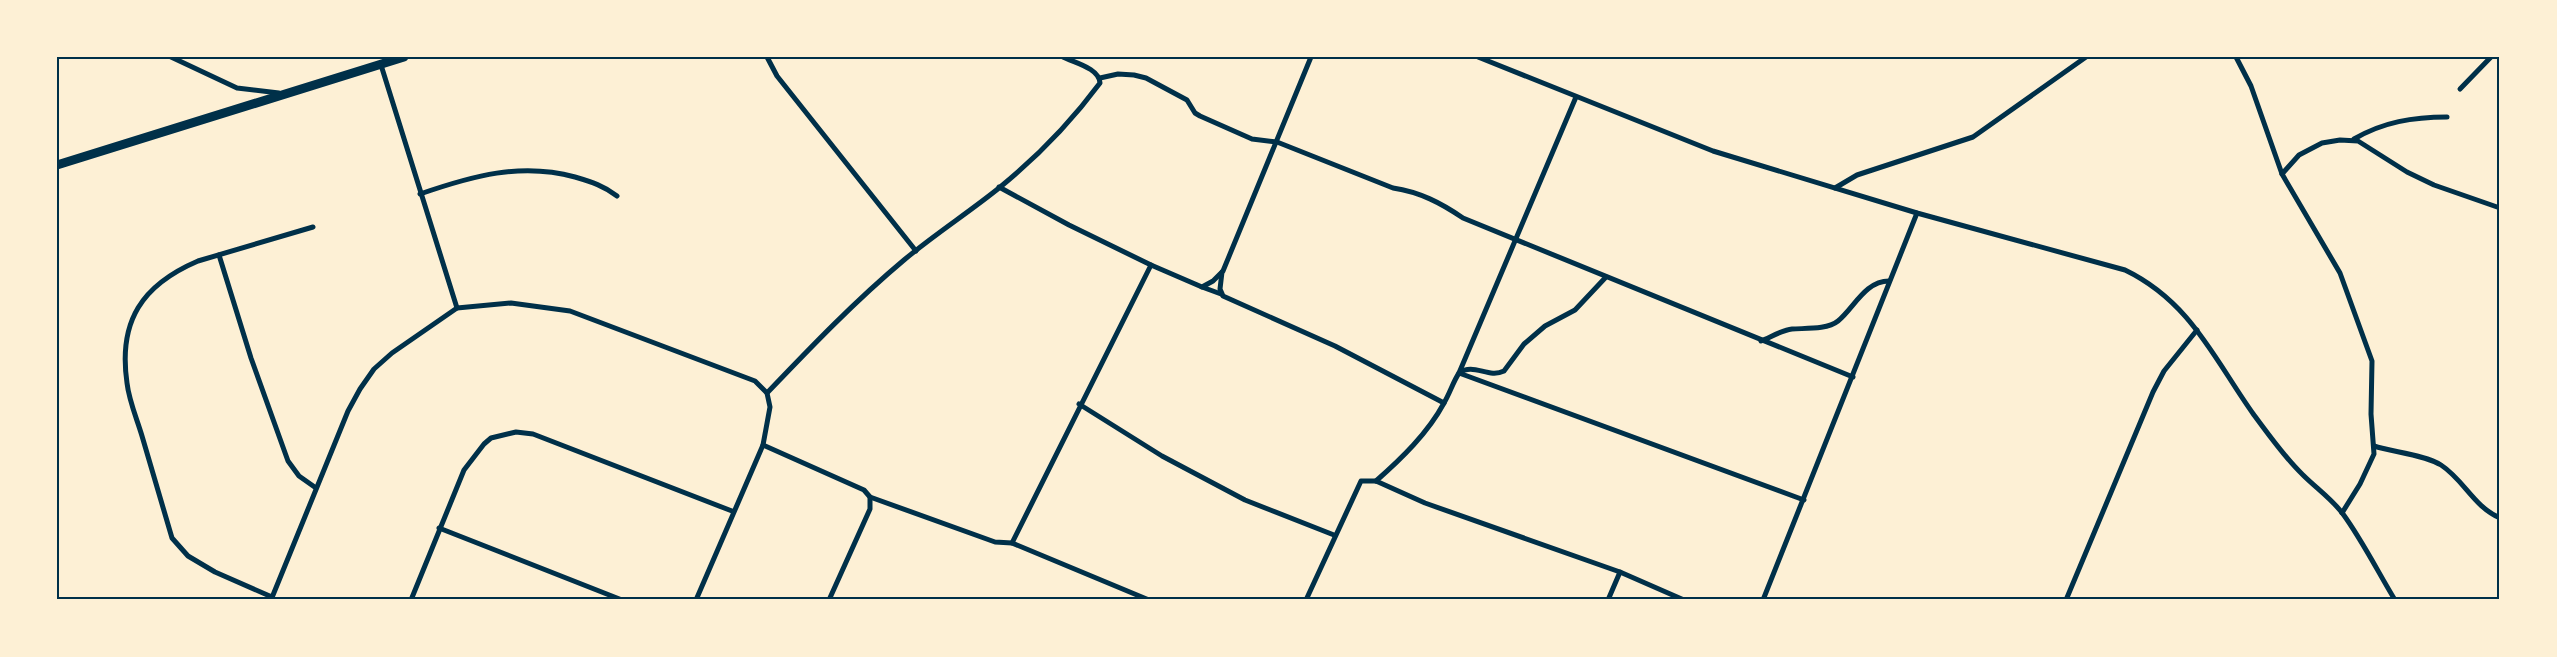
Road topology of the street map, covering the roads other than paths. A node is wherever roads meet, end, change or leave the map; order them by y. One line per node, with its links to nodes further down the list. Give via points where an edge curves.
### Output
1 (171, 57): 13 (street, via 237,88)
2 (404, 57): 10 (highway)
3 (767, 57): 28 (street, via 777,76)
4 (1063, 57): 11 (street)
5 (1311, 57): 17 (street)
6 (1478, 57): 14 (street)
7 (2086, 57): 21 (street, via 1973,137 1857,175)
8 (2236, 57): 19 (street, via 2252,86)
9 (2491, 57): 12 (street)
10 (381, 65): 13 (highway); 22 (street)
11 (1100, 78): 17 (street, via 1118,74 1146,78 1187,100 1200,116 1252,139); 20 (street, via 1086,102)
12 (2460, 89)
13 (283, 94): 18 (highway)
14 (1576, 97): 21 (street, via 1713,150); 27 (street)
15 (2447, 117): 16 (street, via 2405,120 2367,131)
16 (2352, 140): 19 (street, via 2322,143 2299,155); 24 (street, via 2433,185)
17 (1277, 142): 27 (street, via 1393,188 1429,198 1463,218); 31 (street)
18 (57, 165)
19 (2282, 174): 45 (street, via 2340,273 2368,344)
20 (999, 188): 28 (street); 30 (street)
21 (1835, 188): 25 (street)
22 (420, 194): 23 (street, via 494,172 526,170 559,173 604,186); 36 (street)
23 (617, 196)
24 (2500, 208)
25 (1917, 213): 33 (street); 37 (street, via 2125,270 2166,295)
26 (313, 226): 29 (street)
27 (1515, 239): 32 (street); 39 (street)
28 (916, 250): 41 (street, via 846,311)
29 (219, 255): 47 (street, via 288,461 299,476); 57 (street, via 162,279 142,302 128,331 127,384 172,538 188,556)
30 (1150, 265): 34 (street); 43 (street)
31 (1223, 271): 34 (street); 35 (street)
32 (1606, 277): 38 (street); 39 (street, via 1575,310 1545,326 1524,344 1504,371 1489,375 1471,368)
33 (1889, 281): 38 (street, via 1866,291 1838,322 1790,329); 40 (street)
34 (1202, 287): 35 (street)
35 (1221, 294): 42 (street, via 1335,346)
36 (458, 308): 41 (street, via 511,303 570,311 755,381); 47 (street, via 374,369 348,411)
37 (2197, 330): 51 (street, via 2293,464); 67 (street, via 2164,371 2153,392)
38 (1761, 341): 40 (street)
39 (1459, 373): 42 (street); 49 (street)
40 (1853, 377): 49 (street)
41 (767, 393): 44 (street, via 770,407)
42 (1444, 403): 46 (street, via 1399,460)
43 (1079, 404): 54 (street, via 1162,456 1245,500); 55 (street)
44 (763, 445): 48 (street, via 864,490); 50 (street)
45 (2374, 446): 51 (street, via 2360,484); 52 (street, via 2441,465 2487,512)
46 (1376, 481): 54 (street, via 1360,481); 56 (street, via 1483,525)
47 (316, 488): 57 (street)
48 (870, 497): 55 (street, via 995,542); 61 (street, via 870,509)
49 (1804, 500): 66 (street)
50 (732, 511): 53 (street, via 533,434 516,432 491,438 484,444 464,470); 60 (street)
51 (2342, 513): 68 (street)
52 (2500, 518)
53 (439, 528): 58 (street); 59 (street)
54 (1334, 535): 63 (street)
55 (1012, 543): 62 (street)
56 (1620, 572): 64 (street); 65 (street)
57 (271, 599)
58 (411, 600)
59 (622, 600)
60 (696, 600)
61 (829, 600)
62 (1149, 600)
63 (1307, 600)
64 (1608, 600)
65 (1684, 600)
66 (1763, 600)
67 (2066, 600)
68 (2395, 600)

━━━━━━━━

Repeat the listing exactly; do not print any picture.

Road topology of the street map, covering the roads other than paths. A node is wherever roads meet, end, change or leave the map; order them by y. One line per node, with its links to nodes further down the list. Give via points where an edge curves.
### Output
1 (171, 57): 13 (street, via 237,88)
2 (404, 57): 10 (highway)
3 (767, 57): 28 (street, via 777,76)
4 (1063, 57): 11 (street)
5 (1311, 57): 17 (street)
6 (1478, 57): 14 (street)
7 (2086, 57): 21 (street, via 1973,137 1857,175)
8 (2236, 57): 19 (street, via 2252,86)
9 (2491, 57): 12 (street)
10 (381, 65): 13 (highway); 22 (street)
11 (1100, 78): 17 (street, via 1118,74 1146,78 1187,100 1200,116 1252,139); 20 (street, via 1086,102)
12 (2460, 89)
13 (283, 94): 18 (highway)
14 (1576, 97): 21 (street, via 1713,150); 27 (street)
15 (2447, 117): 16 (street, via 2405,120 2367,131)
16 (2352, 140): 19 (street, via 2322,143 2299,155); 24 (street, via 2433,185)
17 (1277, 142): 27 (street, via 1393,188 1429,198 1463,218); 31 (street)
18 (57, 165)
19 (2282, 174): 45 (street, via 2340,273 2368,344)
20 (999, 188): 28 (street); 30 (street)
21 (1835, 188): 25 (street)
22 (420, 194): 23 (street, via 494,172 526,170 559,173 604,186); 36 (street)
23 (617, 196)
24 (2500, 208)
25 (1917, 213): 33 (street); 37 (street, via 2125,270 2166,295)
26 (313, 226): 29 (street)
27 (1515, 239): 32 (street); 39 (street)
28 (916, 250): 41 (street, via 846,311)
29 (219, 255): 47 (street, via 288,461 299,476); 57 (street, via 162,279 142,302 128,331 127,384 172,538 188,556)
30 (1150, 265): 34 (street); 43 (street)
31 (1223, 271): 34 (street); 35 (street)
32 (1606, 277): 38 (street); 39 (street, via 1575,310 1545,326 1524,344 1504,371 1489,375 1471,368)
33 (1889, 281): 38 (street, via 1866,291 1838,322 1790,329); 40 (street)
34 (1202, 287): 35 (street)
35 (1221, 294): 42 (street, via 1335,346)
36 (458, 308): 41 (street, via 511,303 570,311 755,381); 47 (street, via 374,369 348,411)
37 (2197, 330): 51 (street, via 2293,464); 67 (street, via 2164,371 2153,392)
38 (1761, 341): 40 (street)
39 (1459, 373): 42 (street); 49 (street)
40 (1853, 377): 49 (street)
41 (767, 393): 44 (street, via 770,407)
42 (1444, 403): 46 (street, via 1399,460)
43 (1079, 404): 54 (street, via 1162,456 1245,500); 55 (street)
44 (763, 445): 48 (street, via 864,490); 50 (street)
45 (2374, 446): 51 (street, via 2360,484); 52 (street, via 2441,465 2487,512)
46 (1376, 481): 54 (street, via 1360,481); 56 (street, via 1483,525)
47 (316, 488): 57 (street)
48 (870, 497): 55 (street, via 995,542); 61 (street, via 870,509)
49 (1804, 500): 66 (street)
50 (732, 511): 53 (street, via 533,434 516,432 491,438 484,444 464,470); 60 (street)
51 (2342, 513): 68 (street)
52 (2500, 518)
53 (439, 528): 58 (street); 59 (street)
54 (1334, 535): 63 (street)
55 (1012, 543): 62 (street)
56 (1620, 572): 64 (street); 65 (street)
57 (271, 599)
58 (411, 600)
59 (622, 600)
60 (696, 600)
61 (829, 600)
62 (1149, 600)
63 (1307, 600)
64 (1608, 600)
65 (1684, 600)
66 (1763, 600)
67 (2066, 600)
68 (2395, 600)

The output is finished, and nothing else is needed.